Hoy, en la solemnidad del Domingo de Pascua, la Iglesia entera vuelve a proclamar, con la voz milenaria de su liturgia, aquello que trastoca los fundamentos de la historia y del espíritu: Resurrexit sicut dixit, alleluia. Ha resucitado, como lo había dicho. En esa frase breve, despojada y desbordante, no se encierra solo una afirmación dogmática, sino el corazón mismo del misterio cristiano: el tránsito de la muerte a la vida, del tiempo al Reino, del hombre viejo al hombre nuevo.
La Pascua no es una conmemoración devota ni una efeméride sagrada. Es la irrupción de lo eterno en lo efímero, del amor que vence el abismo, del Dios que no retrocede ante el escándalo de la cruz ni ante el silencio del sepulcro. Es, también, la proclamación de un orden subversivo: aquel en que los últimos serán los primeros, donde la piedra rechazada se convierte en piedra angular, y donde la derrota —sólo aparente— se transforma en victoria definitiva.
La liturgia de esta jornada no escatima símbolos ni densidad teológica. El cirio pascual que rasga la oscuridad, el agua bautismal que engendra vida nueva, el canto del Exsultet que desborda júbilo ancestral… todo converge para anunciar que la muerte ha sido vencida no desde la fuerza, sino desde el amor entregado, desde la obediencia radical de Cristo al Padre, desde la mansedumbre redentora del Cordero.
Pero Pascua no se agota en su belleza estética ni en la potencia teológica de sus signos. Exige ser vivida. Reclama de cada creyente un éxodo personal, una travesía desde sus propios sepulcros interiores hacia la luz de la vida nueva. Y en este siglo cansado de sí mismo, donde la muerte adopta formas más sutiles —individualismo, indiferencia, cinismo, desesperanza—, resucitar es, quizás, más desafiante que nunca.
La resurrección no es evasión, sino compromiso. No es consuelo sentimental, sino desafío ontológico. Nos interpela a vivir como resucitados: sin miedo, sin odio, sin pactar con la mentira, sin claudicar ante las lógicas del poder que crucifican aún hoy al inocente. Porque todo aquel que ha sido alcanzado por la luz pascual ya no puede vivir en la penumbra del egoísmo, ni someter su esperanza a las estadísticas de un mundo que ha hecho del nihilismo una política de Estado.
La Iglesia, madre y maestra, no celebra hoy una idea, sino una presencia. El sepulcro vacío no es una metáfora, es el inicio de una nueva creación. En cada Eucaristía, ese acontecimiento se hace contemporáneo, se perpetúa sin perder su frescura, se ofrece como alimento para la fe en medio del desierto.

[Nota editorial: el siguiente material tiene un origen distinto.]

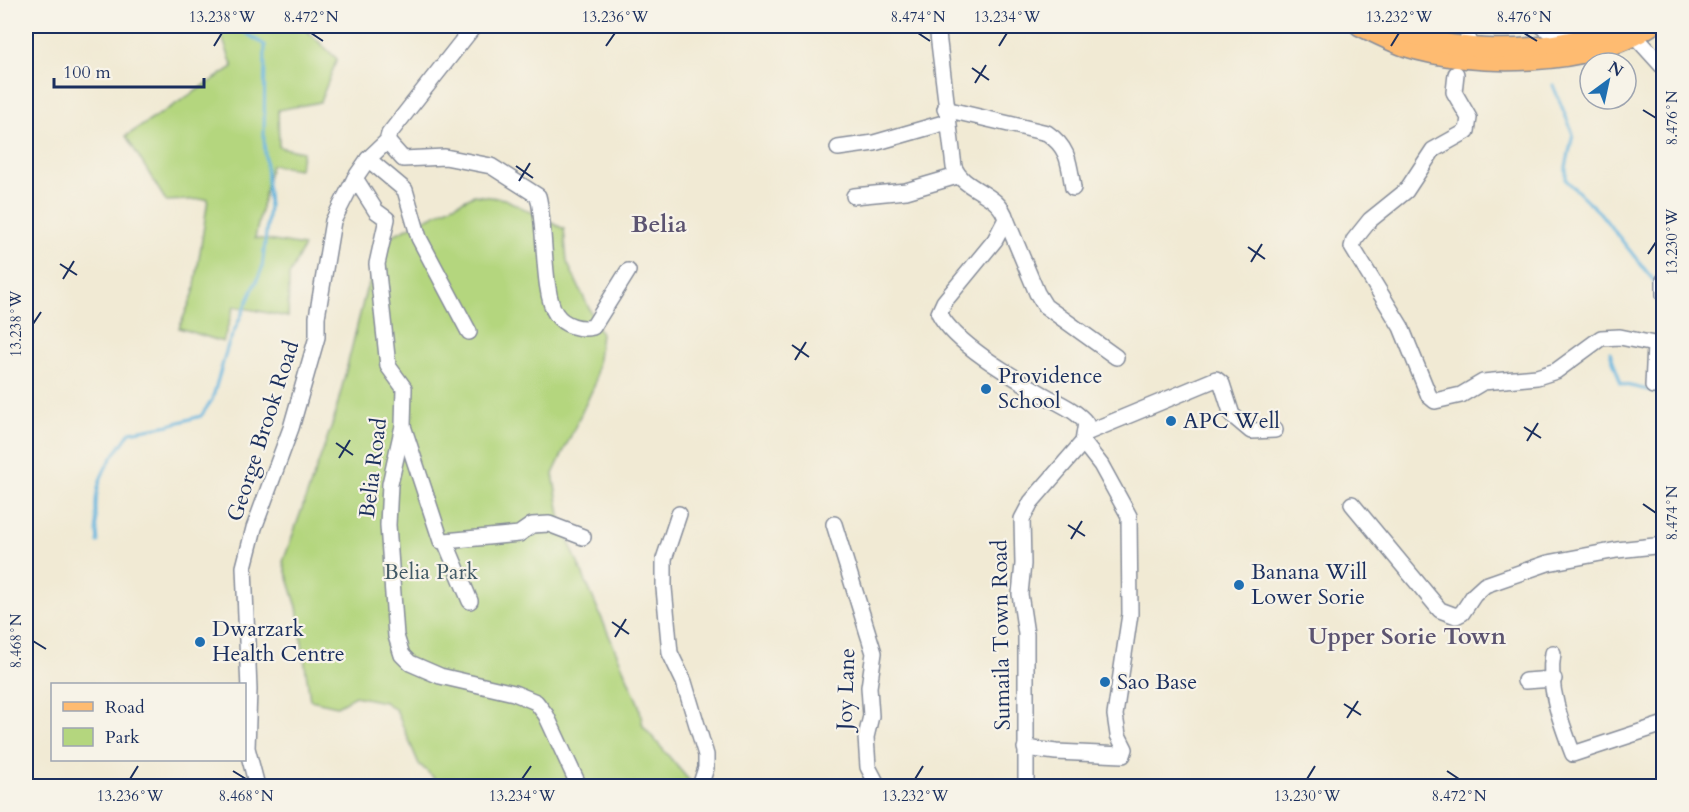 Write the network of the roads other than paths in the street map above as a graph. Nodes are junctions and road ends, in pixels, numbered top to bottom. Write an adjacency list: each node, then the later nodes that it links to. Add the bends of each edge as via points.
1 (474, 26): 14 (street, George Brook Road)
2 (937, 26): 13 (street)
3 (1359, 26): 9 (main road, via 1419,51 1479,60 1540,60 1612,45)
4 (1390, 26): 10 (main road)
5 (1469, 26): 10 (street)
6 (1542, 26): 7 (street, via 1549,31)
7 (1573, 26)
8 (1651, 26): 9 (main road)
9 (1623, 29): 10 (main road, via 1551,45); 11 (street)
10 (1467, 46)
11 (1664, 68)
12 (1456, 74): 26 (street, via 1454,92 1470,118 1467,131 1433,150 1406,190 1380,210 1352,247 1401,327 1425,390 1435,401 1461,395 1484,382 1537,377 1556,371 1601,338 1620,337)
13 (946, 116): 15 (street, via 874,143); 17 (street); 19 (street, via 1047,133 1060,141 1067,152)
14 (387, 141): 16 (street, George Brook Road); 22 (street, via 403,159 445,157 491,166 538,196 550,300 563,321 576,327 593,327)
15 (838, 148)
16 (368, 159): 18 (street, George Brook Road); 25 (street, via 405,190 419,238)
17 (957, 176): 20 (street, via 906,191); 21 (street, via 999,204)
18 (355, 178): 29 (street, Belia Road, via 376,211 387,219 377,264 378,290 388,366 404,388); 45 (street, George Brook Road, via 333,221 317,337 244,567 247,748)
19 (1073, 188)
20 (854, 196)
21 (1006, 219): 27 (street, via 1045,306); 31 (street, via 995,240 939,313 944,324 989,360 1082,418 1086,423)
22 (628, 271)
23 (1664, 280): 24 (street)
24 (1664, 295)
25 (470, 332)
26 (1659, 345): 28 (street)
27 (1116, 357)
28 (1653, 386)
29 (403, 426): 36 (street, via 441,541); 44 (street, Belia Road, via 390,484 388,525 396,636 402,655 410,663 440,676 536,702)
30 (1275, 430): 31 (street, via 1251,431 1232,415 1222,384 1216,379)
31 (1084, 437): 43 (street, Sumaila Town Road, via 1031,502 1022,519); 43 (street, via 1129,516 1130,614 1115,715 1125,749 1123,755)
32 (1352, 504): 37 (street, via 1440,610 1456,616 1485,585 1548,563)
33 (680, 514): 46 (street, via 664,559 664,588 670,653 684,682 706,755)
34 (834, 525): 47 (street, Joy Lane, via 874,652 869,687 871,716 866,737 868,767)
35 (583, 537): 36 (street, via 549,524 532,525 519,534)
36 (445, 541): 38 (street)
37 (1664, 545)
38 (470, 601)
39 (1553, 653): 40 (street)
40 (1554, 679): 41 (street); 42 (street, via 1559,717 1573,754)
41 (1526, 681)
42 (1664, 724)
43 (1025, 748): 48 (street, Sumaila Town Road)
44 (578, 783)
45 (257, 786)
46 (700, 786)
47 (878, 786)
48 (1026, 786)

Y por eso, en esta hora —tensa, incierta, doliente—, la Pascua no es una evasión mística, sino una proclamación valiente: la vida ha vencido a la muerte. La piedra ha sido removida no solo del sepulcro de Cristo, sino del corazón del mundo. La victoria del Resucitado no anula el dolor, pero lo transfigura; no suprime la cruz, pero la colma de sentido. Porque el Crucificado ha resucitado, y con Él, toda esperanza queda rehabilitada.
Durante la Semana Santa, los pescadores y sus familias participan en misas y procesiones organizadas por la Parroquia Sagrada Familia y San Luis Orione, ubicada en la mítica manzana en vista a la calle Rondeau 551. Estas ceremonias incluyen la bendición de las embarcaciones y oraciones por los trabajadores del mar, horas de reconciliación, esperanza y agradecimiento de la comunidad pesquera del puerto de Mar del Plata.
La Pascua es, en definitiva, la promesa que no defrauda, la aurora irrevocable del Reino que ya ha sido sembrado en el surco oculto del mundo. Que cada creyente —ungido por el óleo del bautismo y encendido por la llama del cirio pascual— se convierta en epifanía viva del Resucitado, no solo por el verbo, sino por el testimonio silencioso de una existencia transfigurada. Porque Dios no se ha cansado del hombre, ni ha clausurado su misericordia ante la dureza de nuestros corazones. Aún hoy, desde cada tumba abierta por el amor, resuena la voz inconfundible del Viviente, como eco eterno de la liturgia celestial: “Surrexit Dominus vere, alleluia! Non est hic: resurrexit sicut dixit. Alleluia «, que significa, «El Señor ha resucitado verdaderamente, ¡Aleluya! No está aquí: resucitó como había dicho. Aleluya«. Es parte de la oración «Regina Caeli«, que se recita durante la Pascua y es una celebración a María por la resurrección de su Hijo, Jesús.
Felices Pascuas para todos.!
Extraído de un discurso Pascual del Padre Morelatti, Parroquia La Sagrada Familia.